(Records shown begins)

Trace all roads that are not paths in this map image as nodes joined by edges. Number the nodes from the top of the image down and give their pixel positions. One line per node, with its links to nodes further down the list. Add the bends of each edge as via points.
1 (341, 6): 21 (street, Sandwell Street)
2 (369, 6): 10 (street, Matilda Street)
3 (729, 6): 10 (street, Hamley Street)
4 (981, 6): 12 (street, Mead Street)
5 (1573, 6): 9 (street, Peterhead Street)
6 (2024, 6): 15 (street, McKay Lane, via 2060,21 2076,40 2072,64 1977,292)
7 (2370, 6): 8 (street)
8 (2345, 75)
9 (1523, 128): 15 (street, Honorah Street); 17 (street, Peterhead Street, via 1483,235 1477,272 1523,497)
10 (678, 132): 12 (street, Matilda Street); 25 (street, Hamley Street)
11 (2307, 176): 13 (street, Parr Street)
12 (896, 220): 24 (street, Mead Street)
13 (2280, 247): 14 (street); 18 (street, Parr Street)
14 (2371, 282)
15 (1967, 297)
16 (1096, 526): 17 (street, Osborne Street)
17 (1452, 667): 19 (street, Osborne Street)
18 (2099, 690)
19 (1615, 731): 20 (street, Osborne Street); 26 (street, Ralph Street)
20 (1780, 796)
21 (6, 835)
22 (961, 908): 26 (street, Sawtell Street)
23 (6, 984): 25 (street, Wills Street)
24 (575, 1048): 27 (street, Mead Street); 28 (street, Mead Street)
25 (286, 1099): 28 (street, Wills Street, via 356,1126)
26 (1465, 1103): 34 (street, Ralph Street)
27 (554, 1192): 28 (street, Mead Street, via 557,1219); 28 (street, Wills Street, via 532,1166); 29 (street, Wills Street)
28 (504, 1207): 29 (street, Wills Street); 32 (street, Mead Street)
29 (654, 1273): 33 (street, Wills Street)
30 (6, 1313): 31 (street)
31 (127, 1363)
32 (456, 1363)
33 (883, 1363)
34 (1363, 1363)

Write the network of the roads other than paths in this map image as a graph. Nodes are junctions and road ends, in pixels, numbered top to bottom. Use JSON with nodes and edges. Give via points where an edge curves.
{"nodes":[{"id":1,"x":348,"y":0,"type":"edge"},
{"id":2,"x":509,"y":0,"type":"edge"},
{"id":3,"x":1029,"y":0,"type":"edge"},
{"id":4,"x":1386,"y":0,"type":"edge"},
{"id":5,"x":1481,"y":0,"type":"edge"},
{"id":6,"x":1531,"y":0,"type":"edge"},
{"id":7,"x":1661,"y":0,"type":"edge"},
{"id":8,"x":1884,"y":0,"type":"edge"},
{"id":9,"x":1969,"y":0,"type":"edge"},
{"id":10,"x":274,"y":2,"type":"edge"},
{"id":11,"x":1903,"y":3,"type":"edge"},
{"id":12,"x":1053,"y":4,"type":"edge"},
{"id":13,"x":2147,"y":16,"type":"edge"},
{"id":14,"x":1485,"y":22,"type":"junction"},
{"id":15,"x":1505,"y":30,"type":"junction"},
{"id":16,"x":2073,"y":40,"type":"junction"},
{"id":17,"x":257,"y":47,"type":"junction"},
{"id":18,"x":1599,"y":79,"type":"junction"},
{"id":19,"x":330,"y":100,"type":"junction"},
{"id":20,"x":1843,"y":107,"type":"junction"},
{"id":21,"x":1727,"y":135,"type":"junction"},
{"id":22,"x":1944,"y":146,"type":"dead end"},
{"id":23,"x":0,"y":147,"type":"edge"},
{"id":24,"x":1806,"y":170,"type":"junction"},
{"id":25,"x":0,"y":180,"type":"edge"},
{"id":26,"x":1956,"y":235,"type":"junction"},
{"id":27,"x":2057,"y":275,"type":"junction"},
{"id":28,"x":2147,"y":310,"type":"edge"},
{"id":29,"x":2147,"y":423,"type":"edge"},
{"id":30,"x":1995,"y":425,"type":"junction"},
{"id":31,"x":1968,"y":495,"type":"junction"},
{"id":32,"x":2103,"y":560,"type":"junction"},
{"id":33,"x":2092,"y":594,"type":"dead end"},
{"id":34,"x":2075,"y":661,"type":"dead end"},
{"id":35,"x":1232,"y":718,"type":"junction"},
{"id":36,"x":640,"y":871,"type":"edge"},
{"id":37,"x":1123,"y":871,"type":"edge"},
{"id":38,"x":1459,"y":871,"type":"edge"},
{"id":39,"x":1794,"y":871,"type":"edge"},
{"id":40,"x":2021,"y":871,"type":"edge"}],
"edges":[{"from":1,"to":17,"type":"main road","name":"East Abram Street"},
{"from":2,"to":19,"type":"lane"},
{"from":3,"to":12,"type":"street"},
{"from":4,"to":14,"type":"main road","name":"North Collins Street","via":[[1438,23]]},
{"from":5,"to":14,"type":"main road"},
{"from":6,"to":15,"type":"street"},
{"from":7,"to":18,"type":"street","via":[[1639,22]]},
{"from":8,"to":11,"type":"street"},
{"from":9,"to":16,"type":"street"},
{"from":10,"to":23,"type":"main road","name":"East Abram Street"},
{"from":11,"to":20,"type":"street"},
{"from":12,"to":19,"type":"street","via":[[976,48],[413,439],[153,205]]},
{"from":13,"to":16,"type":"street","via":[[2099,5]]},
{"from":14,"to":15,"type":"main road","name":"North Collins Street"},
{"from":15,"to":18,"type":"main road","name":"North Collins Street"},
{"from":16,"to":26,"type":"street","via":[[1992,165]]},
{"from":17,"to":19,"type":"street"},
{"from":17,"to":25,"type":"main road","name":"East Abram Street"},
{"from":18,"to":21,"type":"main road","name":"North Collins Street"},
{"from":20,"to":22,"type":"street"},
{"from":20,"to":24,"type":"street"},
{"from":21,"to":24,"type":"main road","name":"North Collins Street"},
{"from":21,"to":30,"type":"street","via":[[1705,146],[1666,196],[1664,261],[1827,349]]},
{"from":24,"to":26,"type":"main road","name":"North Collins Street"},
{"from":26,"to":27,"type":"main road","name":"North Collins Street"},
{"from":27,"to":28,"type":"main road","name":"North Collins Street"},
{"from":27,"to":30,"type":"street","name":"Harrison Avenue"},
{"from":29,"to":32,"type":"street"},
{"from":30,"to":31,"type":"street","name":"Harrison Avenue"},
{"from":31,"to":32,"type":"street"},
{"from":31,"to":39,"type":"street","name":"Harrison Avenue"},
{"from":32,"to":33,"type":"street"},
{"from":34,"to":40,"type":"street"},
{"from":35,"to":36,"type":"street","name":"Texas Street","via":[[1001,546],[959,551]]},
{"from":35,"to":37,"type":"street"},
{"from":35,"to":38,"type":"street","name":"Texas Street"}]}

(Records shown ends)

Exercise requirements: Please set down all of the records exactly.

Written response:
Trace all roads that are not paths in this map image as nodes joined by edges. Number the nodes from the top of the image down and give their pixel positions. One line per node, with its links to nodes further down the list. Add the bends of each edge as via points.
1 (341, 6): 21 (street, Sandwell Street)
2 (369, 6): 10 (street, Matilda Street)
3 (729, 6): 10 (street, Hamley Street)
4 (981, 6): 12 (street, Mead Street)
5 (1573, 6): 9 (street, Peterhead Street)
6 (2024, 6): 15 (street, McKay Lane, via 2060,21 2076,40 2072,64 1977,292)
7 (2370, 6): 8 (street)
8 (2345, 75)
9 (1523, 128): 15 (street, Honorah Street); 17 (street, Peterhead Street, via 1483,235 1477,272 1523,497)
10 (678, 132): 12 (street, Matilda Street); 25 (street, Hamley Street)
11 (2307, 176): 13 (street, Parr Street)
12 (896, 220): 24 (street, Mead Street)
13 (2280, 247): 14 (street); 18 (street, Parr Street)
14 (2371, 282)
15 (1967, 297)
16 (1096, 526): 17 (street, Osborne Street)
17 (1452, 667): 19 (street, Osborne Street)
18 (2099, 690)
19 (1615, 731): 20 (street, Osborne Street); 26 (street, Ralph Street)
20 (1780, 796)
21 (6, 835)
22 (961, 908): 26 (street, Sawtell Street)
23 (6, 984): 25 (street, Wills Street)
24 (575, 1048): 27 (street, Mead Street); 28 (street, Mead Street)
25 (286, 1099): 28 (street, Wills Street, via 356,1126)
26 (1465, 1103): 34 (street, Ralph Street)
27 (554, 1192): 28 (street, Mead Street, via 557,1219); 28 (street, Wills Street, via 532,1166); 29 (street, Wills Street)
28 (504, 1207): 29 (street, Wills Street); 32 (street, Mead Street)
29 (654, 1273): 33 (street, Wills Street)
30 (6, 1313): 31 (street)
31 (127, 1363)
32 (456, 1363)
33 (883, 1363)
34 (1363, 1363)

Write the network of the roads other than paths in this map image as a graph. Nodes are junctions and road ends, in pixels, numbered top to bottom. Use JSON with nodes and edges. Give via points where an edge curves.
{"nodes":[{"id":1,"x":348,"y":0,"type":"edge"},
{"id":2,"x":509,"y":0,"type":"edge"},
{"id":3,"x":1029,"y":0,"type":"edge"},
{"id":4,"x":1386,"y":0,"type":"edge"},
{"id":5,"x":1481,"y":0,"type":"edge"},
{"id":6,"x":1531,"y":0,"type":"edge"},
{"id":7,"x":1661,"y":0,"type":"edge"},
{"id":8,"x":1884,"y":0,"type":"edge"},
{"id":9,"x":1969,"y":0,"type":"edge"},
{"id":10,"x":274,"y":2,"type":"edge"},
{"id":11,"x":1903,"y":3,"type":"edge"},
{"id":12,"x":1053,"y":4,"type":"edge"},
{"id":13,"x":2147,"y":16,"type":"edge"},
{"id":14,"x":1485,"y":22,"type":"junction"},
{"id":15,"x":1505,"y":30,"type":"junction"},
{"id":16,"x":2073,"y":40,"type":"junction"},
{"id":17,"x":257,"y":47,"type":"junction"},
{"id":18,"x":1599,"y":79,"type":"junction"},
{"id":19,"x":330,"y":100,"type":"junction"},
{"id":20,"x":1843,"y":107,"type":"junction"},
{"id":21,"x":1727,"y":135,"type":"junction"},
{"id":22,"x":1944,"y":146,"type":"dead end"},
{"id":23,"x":0,"y":147,"type":"edge"},
{"id":24,"x":1806,"y":170,"type":"junction"},
{"id":25,"x":0,"y":180,"type":"edge"},
{"id":26,"x":1956,"y":235,"type":"junction"},
{"id":27,"x":2057,"y":275,"type":"junction"},
{"id":28,"x":2147,"y":310,"type":"edge"},
{"id":29,"x":2147,"y":423,"type":"edge"},
{"id":30,"x":1995,"y":425,"type":"junction"},
{"id":31,"x":1968,"y":495,"type":"junction"},
{"id":32,"x":2103,"y":560,"type":"junction"},
{"id":33,"x":2092,"y":594,"type":"dead end"},
{"id":34,"x":2075,"y":661,"type":"dead end"},
{"id":35,"x":1232,"y":718,"type":"junction"},
{"id":36,"x":640,"y":871,"type":"edge"},
{"id":37,"x":1123,"y":871,"type":"edge"},
{"id":38,"x":1459,"y":871,"type":"edge"},
{"id":39,"x":1794,"y":871,"type":"edge"},
{"id":40,"x":2021,"y":871,"type":"edge"}],
"edges":[{"from":1,"to":17,"type":"main road","name":"East Abram Street"},
{"from":2,"to":19,"type":"lane"},
{"from":3,"to":12,"type":"street"},
{"from":4,"to":14,"type":"main road","name":"North Collins Street","via":[[1438,23]]},
{"from":5,"to":14,"type":"main road"},
{"from":6,"to":15,"type":"street"},
{"from":7,"to":18,"type":"street","via":[[1639,22]]},
{"from":8,"to":11,"type":"street"},
{"from":9,"to":16,"type":"street"},
{"from":10,"to":23,"type":"main road","name":"East Abram Street"},
{"from":11,"to":20,"type":"street"},
{"from":12,"to":19,"type":"street","via":[[976,48],[413,439],[153,205]]},
{"from":13,"to":16,"type":"street","via":[[2099,5]]},
{"from":14,"to":15,"type":"main road","name":"North Collins Street"},
{"from":15,"to":18,"type":"main road","name":"North Collins Street"},
{"from":16,"to":26,"type":"street","via":[[1992,165]]},
{"from":17,"to":19,"type":"street"},
{"from":17,"to":25,"type":"main road","name":"East Abram Street"},
{"from":18,"to":21,"type":"main road","name":"North Collins Street"},
{"from":20,"to":22,"type":"street"},
{"from":20,"to":24,"type":"street"},
{"from":21,"to":24,"type":"main road","name":"North Collins Street"},
{"from":21,"to":30,"type":"street","via":[[1705,146],[1666,196],[1664,261],[1827,349]]},
{"from":24,"to":26,"type":"main road","name":"North Collins Street"},
{"from":26,"to":27,"type":"main road","name":"North Collins Street"},
{"from":27,"to":28,"type":"main road","name":"North Collins Street"},
{"from":27,"to":30,"type":"street","name":"Harrison Avenue"},
{"from":29,"to":32,"type":"street"},
{"from":30,"to":31,"type":"street","name":"Harrison Avenue"},
{"from":31,"to":32,"type":"street"},
{"from":31,"to":39,"type":"street","name":"Harrison Avenue"},
{"from":32,"to":33,"type":"street"},
{"from":34,"to":40,"type":"street"},
{"from":35,"to":36,"type":"street","name":"Texas Street","via":[[1001,546],[959,551]]},
{"from":35,"to":37,"type":"street"},
{"from":35,"to":38,"type":"street","name":"Texas Street"}]}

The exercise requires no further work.